Find pairs to work on edit

First we need pairs of images to work on. These pairs can be found in several ways:

  1. On Commons we have an image and at some wikipedia we have an image with the same name, but a different hash
  2. On Commons we have an image with a name in the form <number>px-<name>.<extension> where an image <name>.<extension> exists at some wikipedia or Commons

We should probably divide it:

  1. Batch runs to find old duplicates
  2. Daily run to find yesterdays duplicates

Match duplicates edit

We're working on pairs to peform matches

Size edit

One of the images should be smaller in size. This is the image which could be marked in the end.

Aspect ratio edit

The image should have about the same aspect ratio. For example with a 20% margin: 80% < (height image A / width image A) / (height image B / width image B) * 100 < 120%

Histogram edit

Histograms are the core of the matching. First the biggest image has to be scaled down to the same size as the other image. It's probably best to make a couple of histograms:

  • Whole images
  • Top left part of the images
  • Top right part of the images
  • Bottom left part of the images
  • Bottom right part of the images
  • Central part of the images

These histograms will match for a certain percentage.
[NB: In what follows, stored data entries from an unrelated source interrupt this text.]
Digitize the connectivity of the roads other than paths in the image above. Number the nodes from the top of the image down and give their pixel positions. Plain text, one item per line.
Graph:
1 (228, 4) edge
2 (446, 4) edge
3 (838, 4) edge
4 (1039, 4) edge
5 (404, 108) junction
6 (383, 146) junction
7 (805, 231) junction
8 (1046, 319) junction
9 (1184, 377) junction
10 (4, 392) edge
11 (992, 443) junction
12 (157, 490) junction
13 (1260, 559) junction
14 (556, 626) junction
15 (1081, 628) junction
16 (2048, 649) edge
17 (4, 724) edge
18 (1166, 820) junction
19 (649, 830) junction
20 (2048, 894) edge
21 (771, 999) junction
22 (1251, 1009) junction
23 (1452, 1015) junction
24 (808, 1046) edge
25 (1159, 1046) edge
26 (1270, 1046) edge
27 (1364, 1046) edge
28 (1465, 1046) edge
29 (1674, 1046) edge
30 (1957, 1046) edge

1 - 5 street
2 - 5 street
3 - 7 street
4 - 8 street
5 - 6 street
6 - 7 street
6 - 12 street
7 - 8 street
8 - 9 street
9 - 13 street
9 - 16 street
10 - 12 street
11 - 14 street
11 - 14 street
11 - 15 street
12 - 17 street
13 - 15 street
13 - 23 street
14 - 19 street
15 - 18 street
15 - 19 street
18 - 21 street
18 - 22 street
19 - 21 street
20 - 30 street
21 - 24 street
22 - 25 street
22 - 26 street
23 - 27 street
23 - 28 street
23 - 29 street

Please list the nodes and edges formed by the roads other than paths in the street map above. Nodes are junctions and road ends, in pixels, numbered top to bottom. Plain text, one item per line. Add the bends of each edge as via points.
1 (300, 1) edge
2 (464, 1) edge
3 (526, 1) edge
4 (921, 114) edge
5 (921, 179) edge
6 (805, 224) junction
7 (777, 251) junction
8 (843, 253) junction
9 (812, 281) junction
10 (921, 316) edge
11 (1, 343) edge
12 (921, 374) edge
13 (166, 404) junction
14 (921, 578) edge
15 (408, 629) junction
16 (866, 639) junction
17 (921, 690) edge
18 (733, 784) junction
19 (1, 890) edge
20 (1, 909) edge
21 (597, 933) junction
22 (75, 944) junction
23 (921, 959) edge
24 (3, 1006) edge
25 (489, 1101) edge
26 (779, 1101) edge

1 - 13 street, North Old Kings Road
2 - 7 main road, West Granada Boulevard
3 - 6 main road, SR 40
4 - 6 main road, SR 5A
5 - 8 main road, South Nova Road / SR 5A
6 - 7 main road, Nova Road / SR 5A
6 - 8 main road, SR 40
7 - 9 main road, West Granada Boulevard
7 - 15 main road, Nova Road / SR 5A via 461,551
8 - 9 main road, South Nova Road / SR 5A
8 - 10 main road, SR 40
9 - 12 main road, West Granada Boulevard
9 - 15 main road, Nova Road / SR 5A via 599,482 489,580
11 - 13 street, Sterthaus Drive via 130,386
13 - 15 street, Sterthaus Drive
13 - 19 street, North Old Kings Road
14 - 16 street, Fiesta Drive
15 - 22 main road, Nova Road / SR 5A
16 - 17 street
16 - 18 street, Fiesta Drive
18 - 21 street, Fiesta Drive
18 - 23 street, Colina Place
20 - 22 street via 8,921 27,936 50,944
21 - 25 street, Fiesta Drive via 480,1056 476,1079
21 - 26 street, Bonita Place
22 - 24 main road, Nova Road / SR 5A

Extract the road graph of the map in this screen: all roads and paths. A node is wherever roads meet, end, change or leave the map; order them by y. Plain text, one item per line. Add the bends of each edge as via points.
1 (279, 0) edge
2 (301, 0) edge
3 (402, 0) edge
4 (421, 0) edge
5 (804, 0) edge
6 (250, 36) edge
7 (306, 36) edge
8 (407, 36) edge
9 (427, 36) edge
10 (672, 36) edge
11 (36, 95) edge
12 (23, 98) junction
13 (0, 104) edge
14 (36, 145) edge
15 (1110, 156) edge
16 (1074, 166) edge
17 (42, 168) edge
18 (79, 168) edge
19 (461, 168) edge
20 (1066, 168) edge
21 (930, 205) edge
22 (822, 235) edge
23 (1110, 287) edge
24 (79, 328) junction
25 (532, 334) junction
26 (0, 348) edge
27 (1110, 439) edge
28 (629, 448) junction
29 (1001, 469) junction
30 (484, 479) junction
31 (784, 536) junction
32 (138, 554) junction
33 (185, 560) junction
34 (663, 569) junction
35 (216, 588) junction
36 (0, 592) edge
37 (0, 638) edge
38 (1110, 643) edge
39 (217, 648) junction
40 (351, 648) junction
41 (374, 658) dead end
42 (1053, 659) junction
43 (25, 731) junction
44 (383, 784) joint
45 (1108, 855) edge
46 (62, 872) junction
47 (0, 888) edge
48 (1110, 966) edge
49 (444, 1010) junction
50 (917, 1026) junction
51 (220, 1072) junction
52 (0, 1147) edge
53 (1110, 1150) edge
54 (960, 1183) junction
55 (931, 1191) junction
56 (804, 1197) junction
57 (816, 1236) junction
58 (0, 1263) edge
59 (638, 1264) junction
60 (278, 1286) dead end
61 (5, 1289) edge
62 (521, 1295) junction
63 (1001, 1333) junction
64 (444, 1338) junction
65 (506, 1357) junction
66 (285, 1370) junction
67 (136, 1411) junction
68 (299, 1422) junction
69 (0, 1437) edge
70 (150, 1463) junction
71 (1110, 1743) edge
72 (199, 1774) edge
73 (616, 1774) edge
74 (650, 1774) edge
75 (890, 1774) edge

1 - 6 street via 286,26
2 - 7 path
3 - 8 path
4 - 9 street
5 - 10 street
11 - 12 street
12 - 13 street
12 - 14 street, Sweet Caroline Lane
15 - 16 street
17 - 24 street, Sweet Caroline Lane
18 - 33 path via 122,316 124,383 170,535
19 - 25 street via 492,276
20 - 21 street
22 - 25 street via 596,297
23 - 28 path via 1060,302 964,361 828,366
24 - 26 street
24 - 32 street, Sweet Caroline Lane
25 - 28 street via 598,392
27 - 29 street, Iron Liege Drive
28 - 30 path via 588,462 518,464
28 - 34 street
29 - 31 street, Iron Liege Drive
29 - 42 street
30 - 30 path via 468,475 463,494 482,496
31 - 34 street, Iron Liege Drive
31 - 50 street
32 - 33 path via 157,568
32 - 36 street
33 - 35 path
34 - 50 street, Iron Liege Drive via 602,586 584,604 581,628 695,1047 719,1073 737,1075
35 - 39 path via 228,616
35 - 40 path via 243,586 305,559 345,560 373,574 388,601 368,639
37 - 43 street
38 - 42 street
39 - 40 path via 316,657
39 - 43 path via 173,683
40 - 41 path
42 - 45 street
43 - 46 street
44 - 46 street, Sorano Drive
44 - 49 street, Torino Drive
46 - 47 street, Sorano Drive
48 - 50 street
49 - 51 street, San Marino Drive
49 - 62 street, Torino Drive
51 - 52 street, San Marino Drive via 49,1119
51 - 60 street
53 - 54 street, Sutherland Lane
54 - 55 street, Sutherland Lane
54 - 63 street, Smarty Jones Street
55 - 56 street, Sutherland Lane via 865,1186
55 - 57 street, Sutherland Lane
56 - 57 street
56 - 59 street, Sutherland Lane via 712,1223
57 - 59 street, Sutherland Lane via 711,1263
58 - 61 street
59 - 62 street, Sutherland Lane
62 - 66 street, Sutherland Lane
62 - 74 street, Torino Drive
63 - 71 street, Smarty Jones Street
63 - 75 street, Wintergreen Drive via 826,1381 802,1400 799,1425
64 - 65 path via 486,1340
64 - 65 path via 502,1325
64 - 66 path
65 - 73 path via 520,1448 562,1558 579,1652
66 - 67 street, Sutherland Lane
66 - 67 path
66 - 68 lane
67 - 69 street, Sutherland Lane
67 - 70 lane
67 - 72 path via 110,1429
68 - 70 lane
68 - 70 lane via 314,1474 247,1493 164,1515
If this is above a certain threshold we have a match

Mark duplicates edit

The lowest quality image of the match should be marked with a template containing:

  • The location of the higher quality image
  • The size of this image and the other image
  • The height of this image and the other image
  • The width of this image and the other image
  • Maybe aspect ratio
  • The results of the histogram calculations
  • The match percentage

Implementation edit

The first implementation is available in the pywikipedia package and is called match_images.py (source).